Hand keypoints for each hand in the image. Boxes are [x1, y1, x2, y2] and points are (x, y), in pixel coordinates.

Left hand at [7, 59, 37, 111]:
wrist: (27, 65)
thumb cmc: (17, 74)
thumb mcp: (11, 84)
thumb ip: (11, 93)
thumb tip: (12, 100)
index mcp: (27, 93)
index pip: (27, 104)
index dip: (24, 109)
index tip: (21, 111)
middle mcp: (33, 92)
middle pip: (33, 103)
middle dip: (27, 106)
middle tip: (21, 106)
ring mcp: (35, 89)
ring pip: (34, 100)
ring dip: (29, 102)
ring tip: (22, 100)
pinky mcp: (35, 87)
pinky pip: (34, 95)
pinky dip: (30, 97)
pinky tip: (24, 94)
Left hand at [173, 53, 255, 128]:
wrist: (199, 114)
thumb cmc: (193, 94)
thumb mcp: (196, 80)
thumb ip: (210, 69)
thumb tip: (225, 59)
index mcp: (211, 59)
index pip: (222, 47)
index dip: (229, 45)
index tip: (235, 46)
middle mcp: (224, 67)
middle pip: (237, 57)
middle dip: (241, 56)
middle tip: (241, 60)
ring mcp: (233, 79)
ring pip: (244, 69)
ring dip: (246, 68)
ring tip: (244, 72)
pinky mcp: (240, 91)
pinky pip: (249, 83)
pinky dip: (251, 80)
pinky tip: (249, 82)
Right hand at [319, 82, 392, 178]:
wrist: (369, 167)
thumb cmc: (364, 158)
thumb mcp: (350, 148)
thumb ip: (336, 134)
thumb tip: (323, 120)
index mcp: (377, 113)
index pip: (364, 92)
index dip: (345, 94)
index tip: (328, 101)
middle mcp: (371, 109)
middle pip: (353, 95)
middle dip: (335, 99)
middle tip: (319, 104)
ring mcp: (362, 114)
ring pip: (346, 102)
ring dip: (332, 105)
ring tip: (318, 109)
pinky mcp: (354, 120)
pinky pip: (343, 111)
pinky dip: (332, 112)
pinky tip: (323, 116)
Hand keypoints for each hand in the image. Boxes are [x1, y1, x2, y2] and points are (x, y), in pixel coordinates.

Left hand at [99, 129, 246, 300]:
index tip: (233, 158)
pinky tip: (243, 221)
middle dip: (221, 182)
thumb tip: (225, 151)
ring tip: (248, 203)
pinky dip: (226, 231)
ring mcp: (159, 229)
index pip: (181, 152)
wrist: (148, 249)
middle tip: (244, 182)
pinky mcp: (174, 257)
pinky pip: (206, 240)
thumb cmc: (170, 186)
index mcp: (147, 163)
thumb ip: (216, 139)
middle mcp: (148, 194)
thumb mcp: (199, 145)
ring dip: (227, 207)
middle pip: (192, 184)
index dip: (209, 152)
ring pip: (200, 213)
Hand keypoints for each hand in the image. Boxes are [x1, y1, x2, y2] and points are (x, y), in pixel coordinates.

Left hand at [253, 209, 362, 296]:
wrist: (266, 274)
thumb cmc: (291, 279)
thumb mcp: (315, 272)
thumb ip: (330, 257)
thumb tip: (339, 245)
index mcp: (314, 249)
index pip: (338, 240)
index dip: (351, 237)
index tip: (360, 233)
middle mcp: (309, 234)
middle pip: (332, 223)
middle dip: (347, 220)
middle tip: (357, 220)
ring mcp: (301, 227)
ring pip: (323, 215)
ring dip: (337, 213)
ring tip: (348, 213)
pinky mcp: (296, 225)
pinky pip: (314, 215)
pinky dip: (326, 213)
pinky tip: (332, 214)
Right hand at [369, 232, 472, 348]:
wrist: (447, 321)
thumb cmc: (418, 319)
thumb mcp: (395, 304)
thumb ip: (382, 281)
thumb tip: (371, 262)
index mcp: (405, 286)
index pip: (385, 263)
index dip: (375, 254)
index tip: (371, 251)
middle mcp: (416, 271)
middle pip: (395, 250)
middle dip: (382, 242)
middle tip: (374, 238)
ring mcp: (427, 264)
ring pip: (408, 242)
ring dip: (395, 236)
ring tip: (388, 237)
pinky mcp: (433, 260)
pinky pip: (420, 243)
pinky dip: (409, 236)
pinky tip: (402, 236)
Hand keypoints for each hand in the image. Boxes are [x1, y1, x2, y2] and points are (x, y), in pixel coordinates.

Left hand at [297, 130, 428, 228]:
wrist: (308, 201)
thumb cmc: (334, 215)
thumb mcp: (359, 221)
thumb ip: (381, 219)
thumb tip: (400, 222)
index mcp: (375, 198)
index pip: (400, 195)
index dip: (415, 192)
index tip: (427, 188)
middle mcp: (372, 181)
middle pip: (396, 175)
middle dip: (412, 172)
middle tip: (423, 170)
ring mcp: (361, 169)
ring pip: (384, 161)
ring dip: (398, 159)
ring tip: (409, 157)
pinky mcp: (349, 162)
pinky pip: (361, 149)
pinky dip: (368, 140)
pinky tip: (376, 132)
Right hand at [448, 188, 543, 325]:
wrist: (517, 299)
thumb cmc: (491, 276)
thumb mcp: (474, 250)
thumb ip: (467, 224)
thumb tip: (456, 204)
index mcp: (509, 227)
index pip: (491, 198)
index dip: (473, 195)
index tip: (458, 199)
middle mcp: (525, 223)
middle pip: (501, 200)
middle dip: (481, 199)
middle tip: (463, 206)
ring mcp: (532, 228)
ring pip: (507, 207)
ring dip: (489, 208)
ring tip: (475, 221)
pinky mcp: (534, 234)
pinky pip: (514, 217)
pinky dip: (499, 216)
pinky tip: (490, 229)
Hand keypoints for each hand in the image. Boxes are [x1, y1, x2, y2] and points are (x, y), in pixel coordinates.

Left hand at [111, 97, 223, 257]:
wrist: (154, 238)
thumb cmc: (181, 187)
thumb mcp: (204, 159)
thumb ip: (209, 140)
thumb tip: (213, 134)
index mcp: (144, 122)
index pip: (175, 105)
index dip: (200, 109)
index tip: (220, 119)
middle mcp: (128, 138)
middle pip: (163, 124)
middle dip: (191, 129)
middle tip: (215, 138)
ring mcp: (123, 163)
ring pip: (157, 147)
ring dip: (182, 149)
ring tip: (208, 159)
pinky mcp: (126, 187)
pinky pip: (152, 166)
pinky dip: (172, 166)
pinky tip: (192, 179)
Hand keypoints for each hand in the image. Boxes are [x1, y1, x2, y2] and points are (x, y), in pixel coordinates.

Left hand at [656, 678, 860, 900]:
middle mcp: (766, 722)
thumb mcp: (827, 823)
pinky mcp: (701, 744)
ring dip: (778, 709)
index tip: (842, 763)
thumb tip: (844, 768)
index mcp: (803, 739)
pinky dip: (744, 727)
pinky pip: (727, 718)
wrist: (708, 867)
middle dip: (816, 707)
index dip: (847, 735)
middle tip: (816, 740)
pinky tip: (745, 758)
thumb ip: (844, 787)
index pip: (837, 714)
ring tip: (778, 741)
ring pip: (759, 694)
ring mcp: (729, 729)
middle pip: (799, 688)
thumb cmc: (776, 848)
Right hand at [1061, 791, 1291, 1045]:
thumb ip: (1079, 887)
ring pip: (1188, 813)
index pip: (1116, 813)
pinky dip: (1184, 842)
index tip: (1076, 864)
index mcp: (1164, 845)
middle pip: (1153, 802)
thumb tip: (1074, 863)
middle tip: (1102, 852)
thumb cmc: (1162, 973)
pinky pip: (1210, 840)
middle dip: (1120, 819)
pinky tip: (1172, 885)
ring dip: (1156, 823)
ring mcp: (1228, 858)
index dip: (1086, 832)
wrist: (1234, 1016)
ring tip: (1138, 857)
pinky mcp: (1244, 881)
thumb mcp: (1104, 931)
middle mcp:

__What is being asked__.
Return each entry exactly. Leave none out.

__Reply__.
Hand keypoints for each hand in the image. Boxes are [x1, y1, x2, y2] and points are (x, y), in pixel coordinates.

Left hand at [7, 59, 37, 111]:
wrist: (27, 65)
thumb cmc: (17, 74)
thumb mcp: (11, 84)
thumb ip: (11, 93)
thumb tip: (12, 100)
index mcp: (27, 93)
index pip: (27, 104)
index dip: (24, 109)
index tip: (21, 111)
middle mcp: (33, 92)
middle pip: (33, 103)
middle dip: (27, 106)
middle tip: (21, 106)
ring mcp: (35, 89)
ring pip: (34, 100)
ring dip: (29, 102)
ring tip: (22, 100)
pinky mcp: (35, 87)
pinky pip: (34, 95)
pinky dip: (30, 97)
pinky tip: (24, 94)
Left hand at [173, 53, 255, 128]:
wrist: (199, 114)
thumb cmc: (193, 94)
thumb mcp: (196, 80)
thumb ip: (210, 69)
thumb tip: (225, 59)
index mcp: (211, 59)
index pip: (222, 47)
index dip: (229, 45)
index tip: (235, 46)
middle mcp: (224, 67)
middle pip: (237, 57)
middle dip: (241, 56)
middle tip: (241, 60)
ring mcp: (233, 79)
ring pip: (244, 69)
ring dip: (246, 68)
ring tip: (244, 72)
pinky mcp: (240, 91)
pinky pip: (249, 83)
pinky dip: (251, 80)
pinky tip: (249, 82)
Right hand at [319, 82, 392, 178]:
wrist: (369, 167)
thumb cmc: (364, 158)
thumb mcp: (350, 148)
thumb ip: (336, 134)
thumb tip: (323, 120)
index mcp: (377, 113)
index pip: (364, 92)
index dip: (345, 94)
index tip: (328, 101)
middle mcp: (371, 109)
middle pip: (353, 95)
middle dip: (335, 99)
middle tip: (319, 104)
ring mcp: (362, 114)
ring pip: (346, 102)
ring dip: (332, 105)
ring tip: (318, 109)
pinky mcp: (354, 120)
pinky pip: (343, 111)
pinky dip: (332, 112)
pinky tip: (323, 116)
Hand keypoints for each hand in the image. Boxes are [x1, y1, x2, y2] and points are (x, y), in pixel coordinates.

Left hand at [99, 129, 246, 300]:
index tip: (233, 158)
pinky tip: (243, 221)
middle dip: (221, 182)
thumb tip: (225, 151)
ring tip: (248, 203)
pinky dip: (226, 231)
ring mcp: (159, 229)
index pip: (181, 152)
wrist: (148, 249)
middle tip: (244, 182)
pinky mcp: (174, 257)
pinky pip: (206, 240)
thumb cmc: (170, 186)
index mcp: (147, 163)
thumb ip: (216, 139)
middle mcp: (148, 194)
thumb mcp: (199, 145)
ring dip: (227, 207)
middle pip: (192, 184)
index dip: (209, 152)
ring pip: (200, 213)
Hand keypoints for each hand in the image. Boxes are [x1, y1, x2, y2] and points are (x, y), in pixel coordinates.

Left hand at [253, 209, 362, 296]:
wrist: (266, 274)
thumb cmc: (291, 279)
thumb mcp: (315, 272)
thumb ip: (330, 257)
thumb tip: (339, 245)
index mcp: (314, 249)
index pip: (338, 240)
index dip: (351, 237)
index tip: (360, 233)
middle mcp: (309, 234)
middle pip: (332, 223)
middle dip: (347, 220)
middle tip: (357, 220)
ring mcp: (301, 227)
ring pip: (323, 215)
ring dip: (337, 213)
ring tip: (348, 213)
pinky mcp: (296, 225)
pinky pip: (314, 215)
pinky dip: (326, 213)
pinky tip: (332, 214)
Right hand at [369, 232, 472, 348]:
wrist: (447, 321)
thumb cmc: (418, 319)
thumb mcp: (395, 304)
thumb ip: (382, 281)
thumb tip: (371, 262)
index mcp: (405, 286)
index pip: (385, 263)
index dip: (375, 254)
index tip: (371, 251)
middle mcp: (416, 271)
middle pip: (395, 250)
middle dip: (382, 242)
middle tip: (374, 238)
ring mcp: (427, 264)
ring pip: (408, 242)
ring dip: (395, 236)
ring tip: (388, 237)
pinky mcp: (433, 260)
pinky pip: (420, 243)
pinky dip: (409, 236)
pinky tip: (402, 236)
Hand keypoints for each hand in the image. Boxes are [x1, y1, x2, y2] and points are (x, y), in pixel coordinates.

Left hand at [297, 130, 428, 228]:
wrist: (308, 201)
thumb cmc: (334, 215)
thumb mcp: (359, 221)
thumb ip: (381, 219)
thumb tip: (400, 222)
index mcp: (375, 198)
index pip: (400, 195)
index dip: (415, 192)
index tip: (427, 188)
middle mcp: (372, 181)
middle pip: (396, 175)
middle dip: (412, 172)
middle tip: (423, 170)
ring mcp: (361, 169)
ring pip: (384, 161)
ring dip: (398, 159)
ring tip: (409, 157)
pinky mcp: (349, 162)
pinky pip: (361, 149)
pinky dip: (368, 140)
pinky tip: (376, 132)
Right hand at [448, 188, 543, 325]:
wrist: (517, 299)
thumb cmc: (491, 276)
thumb mcp: (474, 250)
thumb ip: (467, 224)
thumb tip: (456, 204)
index mcp: (509, 227)
index pip: (491, 198)
index dip: (473, 195)
index tip: (458, 199)
middle mcp: (525, 223)
middle pip: (501, 200)
middle dip: (481, 199)
middle tip: (463, 206)
ring mcp: (532, 228)
ring pip: (507, 207)
ring dip: (489, 208)
ring tip: (475, 221)
pinky mcp: (534, 234)
pinky pip: (514, 217)
pinky dip: (499, 216)
pinky tip: (490, 229)
Hand keypoints for each hand in the image. Boxes are [x1, y1, x2, y2] and points are (x, y), in pixel coordinates.

Left hand at [111, 97, 223, 257]:
wrist: (154, 238)
thumb cmc: (181, 187)
thumb mcp: (204, 159)
thumb ip: (209, 140)
thumb tip: (213, 134)
index mcp: (144, 122)
index pip: (175, 105)
index dip: (200, 109)
index tip: (220, 119)
middle mcp: (128, 138)
middle pip: (163, 124)
middle dip: (191, 129)
middle tip: (215, 138)
ring mcp: (123, 163)
ring pip: (157, 147)
ring dip: (182, 149)
ring tip: (208, 159)
pinky mcp: (126, 187)
pinky pip: (152, 166)
pinky dip: (172, 166)
pinky tip: (192, 179)
Hand keypoints for each hand in the image. Boxes are [x1, y1, x2, y2] and points are (x, y), in pixel coordinates.

Left hand at [656, 678, 860, 900]:
middle mcp: (766, 722)
thumb mcp: (827, 823)
pinky mcp: (701, 744)
ring dip: (778, 709)
index tip: (842, 763)
thumb tip: (844, 768)
index mcp: (803, 739)
pinky dip: (744, 727)
pinky pip: (727, 718)
wrist: (708, 867)
middle dip: (816, 707)
index dip: (847, 735)
middle tip: (816, 740)
pinky tip: (745, 758)
thumb ip: (844, 787)
index pip: (837, 714)
ring tip: (778, 741)
ring pip: (759, 694)
ring mcp: (729, 729)
middle pip: (799, 688)
thumb cmc: (776, 848)
Right hand at [1061, 791, 1291, 1045]:
thumb ip: (1079, 887)
ring pip: (1188, 813)
index pip: (1116, 813)
pinky dip: (1184, 842)
index tip: (1076, 864)
index mcp: (1164, 845)
middle pip: (1153, 802)
thumb tip: (1074, 863)
middle tip: (1102, 852)
thumb cmc: (1162, 973)
pinky pip: (1210, 840)
middle dip: (1120, 819)
pinky tip: (1172, 885)
ring dip: (1156, 823)
ring mcp: (1228, 858)
index dip: (1086, 832)
wrist: (1234, 1016)
ring tip: (1138, 857)
pinky mcp: (1244, 881)
thumb mcp: (1104, 931)
middle mcp:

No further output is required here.